Le Tier 1, c’est le capital qui permet à la banque de prendre des risques. On y trouve ses fonds propres (capital social, actions, réserves), mais aussi les actions « de préférence » (sans droit de vote, comme celles auxquelles l’Etat Français a souscrit pour recapitaliser les banques) et les Titres Super Subordonnés à Durée Indéterminée (TSSDI).

C’est à dire des obligations :

  • sans date de remboursement,
  • qui passent après les autres dettes pour déterminer ses droits sur l’actif (ce qui s’appelle « dette subordonnée ») en cas de liquidation,
  • dont les coupons sont facultatifs,
  • et définitivement perdus s’ils ne sont pas payés (la banque n’aura pas à le payer « en retard »).

Les titres constituant le Tier 1 ont un profil de risque similaire à celui des actions : élevé !

Pour attirer les investisseurs, il faut leur payer un coupon élevé : pendant la grande vague de remboursement des aides d’Etat, les banques ont émis du Tier 1 à des taux autour de 9-10% pour rembourser les actions de préférence de l’Etat.

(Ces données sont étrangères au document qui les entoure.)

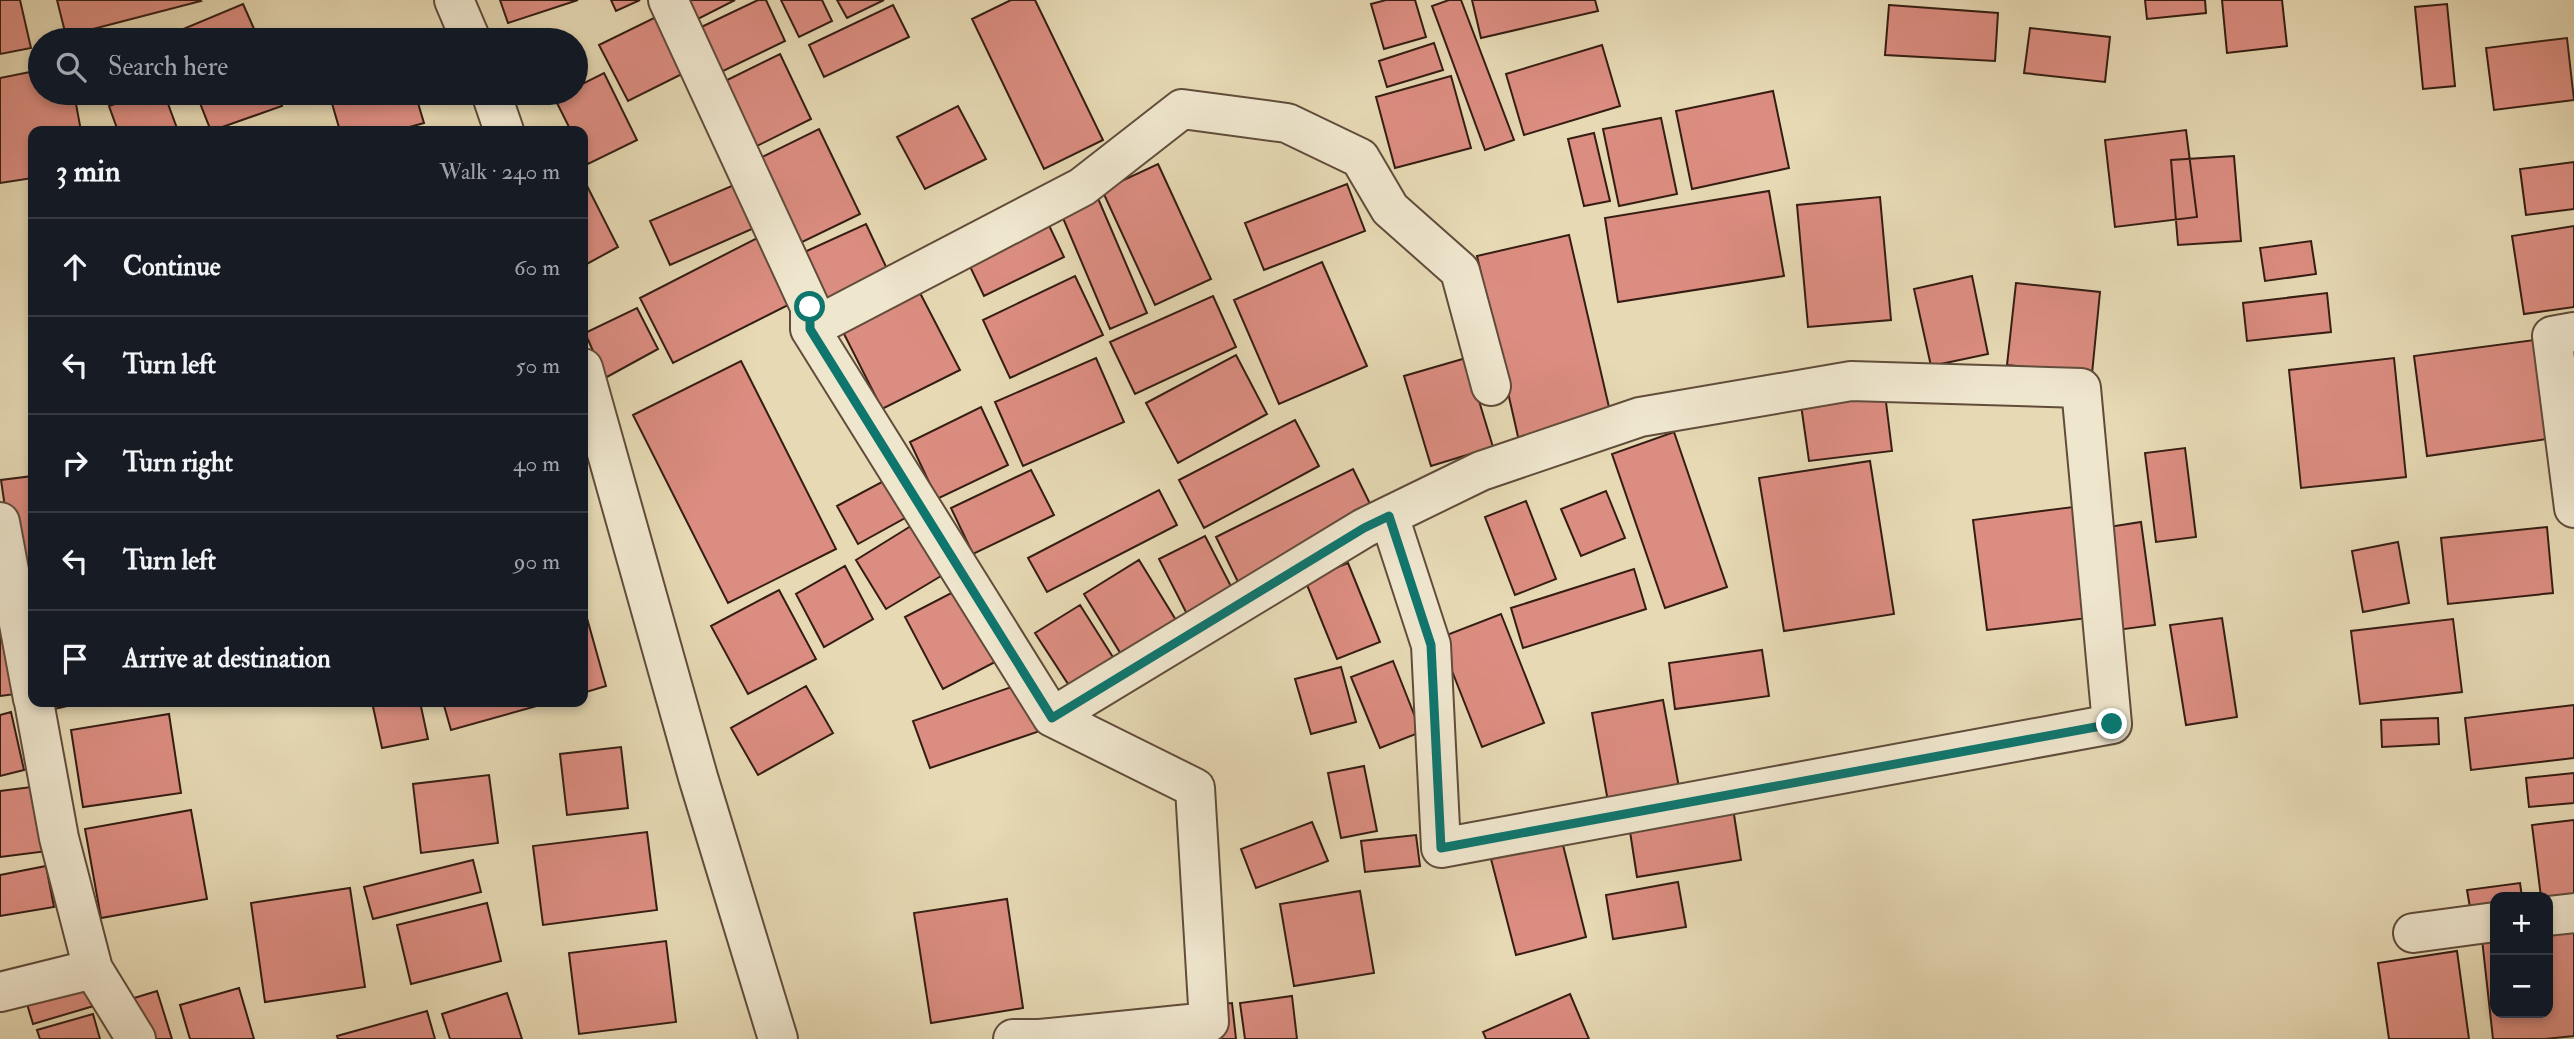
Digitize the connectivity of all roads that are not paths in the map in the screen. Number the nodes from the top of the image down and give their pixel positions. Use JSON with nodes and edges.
{"nodes":[{"id":1,"x":454,"y":0,"type":"edge"},
{"id":2,"x":668,"y":0,"type":"edge"},
{"id":3,"x":466,"y":28,"type":"edge"},
{"id":4,"x":495,"y":105,"type":"edge"},
{"id":5,"x":502,"y":126,"type":"edge"},
{"id":6,"x":810,"y":329,"type":"junction"},
{"id":7,"x":2574,"y":332,"type":"edge"},
{"id":8,"x":588,"y":386,"type":"edge"},
{"id":9,"x":1490,"y":386,"type":"dead end"},
{"id":10,"x":2574,"y":508,"type":"edge"},
{"id":11,"x":1389,"y":516,"type":"junction"},
{"id":12,"x":0,"y":522,"type":"edge"},
{"id":13,"x":28,"y":669,"type":"edge"},
{"id":14,"x":35,"y":707,"type":"edge"},
{"id":15,"x":1052,"y":718,"type":"junction"},
{"id":16,"x":2574,"y":913,"type":"edge"},
{"id":17,"x":2553,"y":915,"type":"edge"},
{"id":18,"x":2490,"y":923,"type":"edge"},
{"id":19,"x":2413,"y":933,"type":"dead end"},
{"id":20,"x":93,"y":969,"type":"junction"},
{"id":21,"x":0,"y":992,"type":"edge"},
{"id":22,"x":136,"y":1039,"type":"edge"},
{"id":23,"x":778,"y":1039,"type":"edge"},
{"id":24,"x":1013,"y":1039,"type":"edge"},
{"id":25,"x":1040,"y":1039,"type":"edge"}],
"edges":[{"from":1,"to":3,"type":"street"},
{"from":2,"to":6,"type":"street"},
{"from":4,"to":5,"type":"street"},
{"from":6,"to":9,"type":"street"},
{"from":6,"to":15,"type":"street"},
{"from":7,"to":10,"type":"street"},
{"from":8,"to":23,"type":"street"},
{"from":11,"to":11,"type":"street"},
{"from":11,"to":15,"type":"street"},
{"from":12,"to":13,"type":"street"},
{"from":14,"to":20,"type":"street"},
{"from":15,"to":25,"type":"street"},
{"from":16,"to":17,"type":"street"},
{"from":18,"to":19,"type":"street"},
{"from":20,"to":21,"type":"street"},
{"from":20,"to":22,"type":"street"},
{"from":24,"to":25,"type":"street"}]}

En contrepartie, comme le législateur considère cela comme la meilleure source de capital, la banquea le droi de faire beaucoup de volume de prêts. Elle s’y retrouve sur le volume.

Le Tier 2 :  Upper Tier 2

Dans le « Upper Tier 2″, on trouve les titres sans date de maturité, dont les coupons ne sont plus facultatifs mais reportables : la banque peut zapper une échéance, mais devra la payer en retard si elle retrouve les moyens pour le faire (et c’est là la différence avec le Tier 1). C’est donc légèrement plus sécurisé pour le porteur de titres, plus contraignant pour la banque, cela lui donne moins de « droit à prêter ». Moins de risque, moins de rendement :  le coupon est plus faible que sur le Tier 1.

Pour être dans le Upper Tier2, il ne faut pas que le titre menace la solvabilité de la banque. Les titres peuvent avoir une clause de remboursement anticipé à l’initiative de la banque, mais seulement au moins 5 ans après leur émission.

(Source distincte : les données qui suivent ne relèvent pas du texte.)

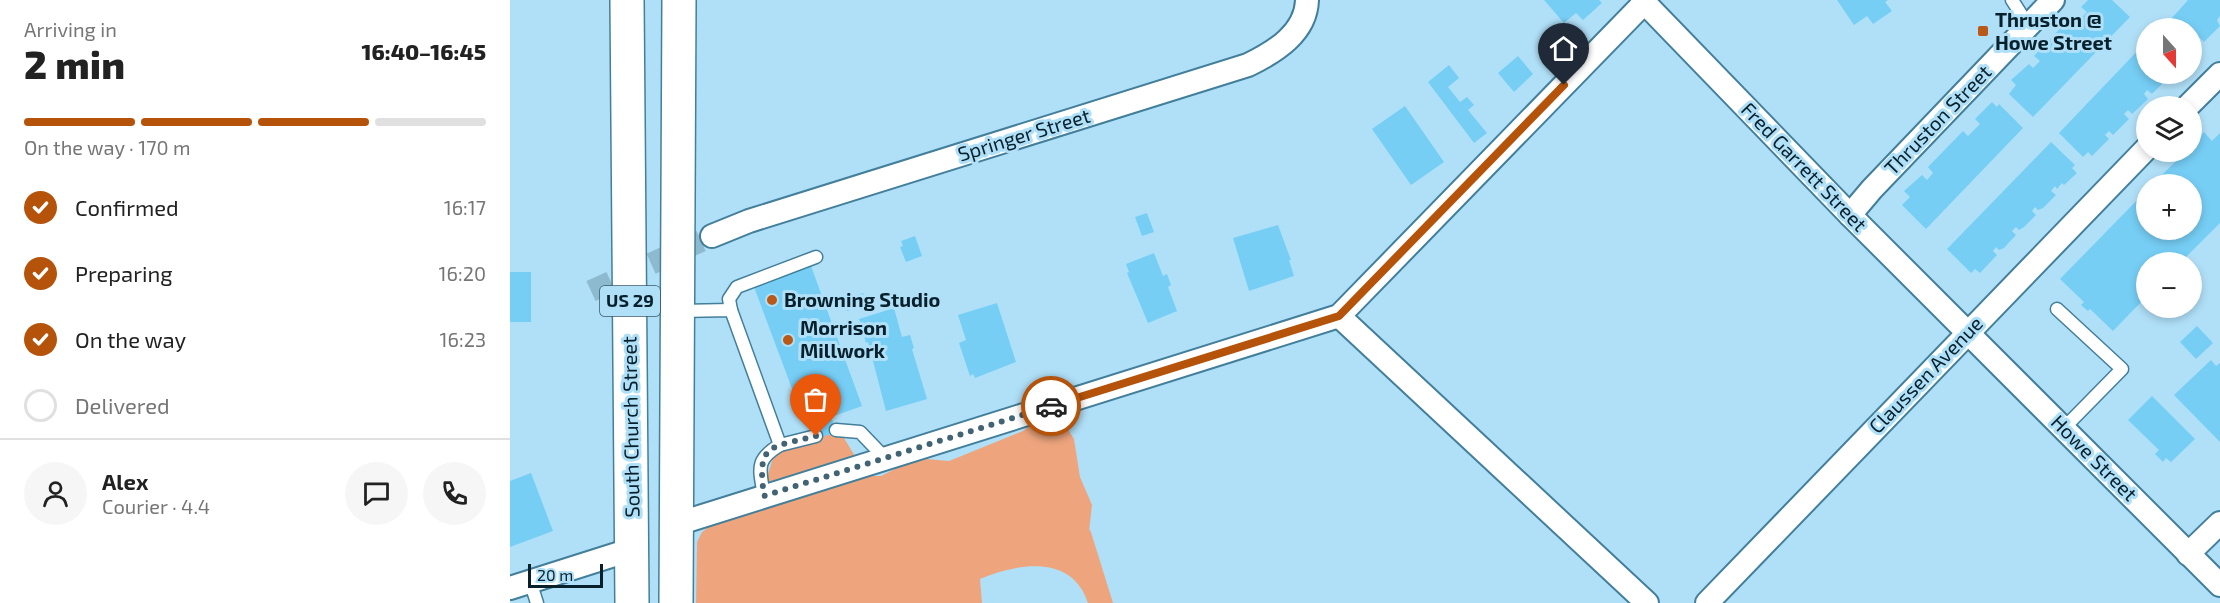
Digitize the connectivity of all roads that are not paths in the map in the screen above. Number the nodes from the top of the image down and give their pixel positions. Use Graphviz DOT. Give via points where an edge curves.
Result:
graph roads {
  1 [pos="627,0"];
  2 [pos="679,0"];
  3 [pos="1307,0"];
  4 [pos="2012,0"];
  5 [pos="2053,0"];
  6 [pos="1643,1"];
  7 [pos="2028,26"];
  8 [pos="2220,74"];
  9 [pos="2198,96"];
  10 [pos="2136,159"];
  11 [pos="1851,215"];
  12 [pos="712,236"];
  13 [pos="816,257"];
  14 [pos="2057,309"];
  15 [pos="731,310"];
  16 [pos="678,311"];
  17 [pos="1339,316"];
  18 [pos="1968,331"];
  19 [pos="2064,428"];
  20 [pos="836,430"];
  21 [pos="816,436"];
  22 [pos="780,445"];
  23 [pos="885,458"];
  24 [pos="764,496"];
  25 [pos="2220,522"];
  26 [pos="677,524"];
  27 [pos="633,549"];
  28 [pos="2188,554"];
  29 [pos="520,584"];
  30 [pos="2220,585"];
  31 [pos="537,603"];
  32 [pos="632,603"];
  33 [pos="676,603"];
  34 [pos="1647,603"];
  35 [pos="1707,603"];
  1 -- 27 [label="main road, South Church Street / US 29"];
  2 -- 16 [label="main road, US 29"];
  3 -- 12 [label="street, Springer Street" via="1307,9 1296,31 1274,53 1248,65 749,220"];
  4 -- 7 [label="lane"];
  5 -- 7 [label="street, Thruston Street"];
  6 -- 11 [label="street, Fred Garrett Street"];
  6 -- 17 [label="street"];
  7 -- 11 [label="street, Thruston Street"];
  8 -- 9 [label="street"];
  10 -- 18 [label="street, Claussen Avenue"];
  11 -- 18 [label="street, Fred Garrett Street"];
  13 -- 15 [label="lane" via="737,287 729,299"];
  14 -- 19 [label="lane" via="2122,369"];
  15 -- 16 [label="lane"];
  15 -- 22 [label="lane"];
  16 -- 26 [label="main road, US 29"];
  17 -- 23 [label="street"];
  17 -- 34 [label="street"];
  18 -- 19 [label="street, Howe Street"];
  18 -- 35 [label="street, Claussen Avenue"];
  19 -- 28 [label="street, Howe Street"];
  20 -- 23 [label="lane" via="860,432"];
  21 -- 22 [label="lane"];
  22 -- 24 [label="lane" via="765,454 761,462"];
  23 -- 24 [label="street"];
  24 -- 26 [label="street"];
  25 -- 28 [label="street"];
  26 -- 33 [label="main road, US 29"];
  27 -- 29 [label="street"];
  27 -- 32 [label="main road, South Church Street / US 29"];
  28 -- 30 [label="street, Howe Street"];
  29 -- 31 [label="lane"];
}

On trouve dans cette catégorie les TSDI (Titres Subordonnés à Durée Illimités) et les titres participatifs.

Le Tier 2 : Lower Tier 2

En Lower Tier 2, on trouve les dettes subordonnées qui ont une date d’échéance supérieure à 5 ans. C’est une dette : les coupons sont obligatoires. En revanche, contrairement à une dette « normale », si la banque ne peut pas payer les coupons, cela ne doit pas entraîner la mise en faillite, mais un report jusqu’à ce que la profitabilité de la banque le permette. Idem pour le remboursement du capital.

Comme cela engage un peu plus la banque, le législateur accorde un faible droit à prise de risque avec ce capital.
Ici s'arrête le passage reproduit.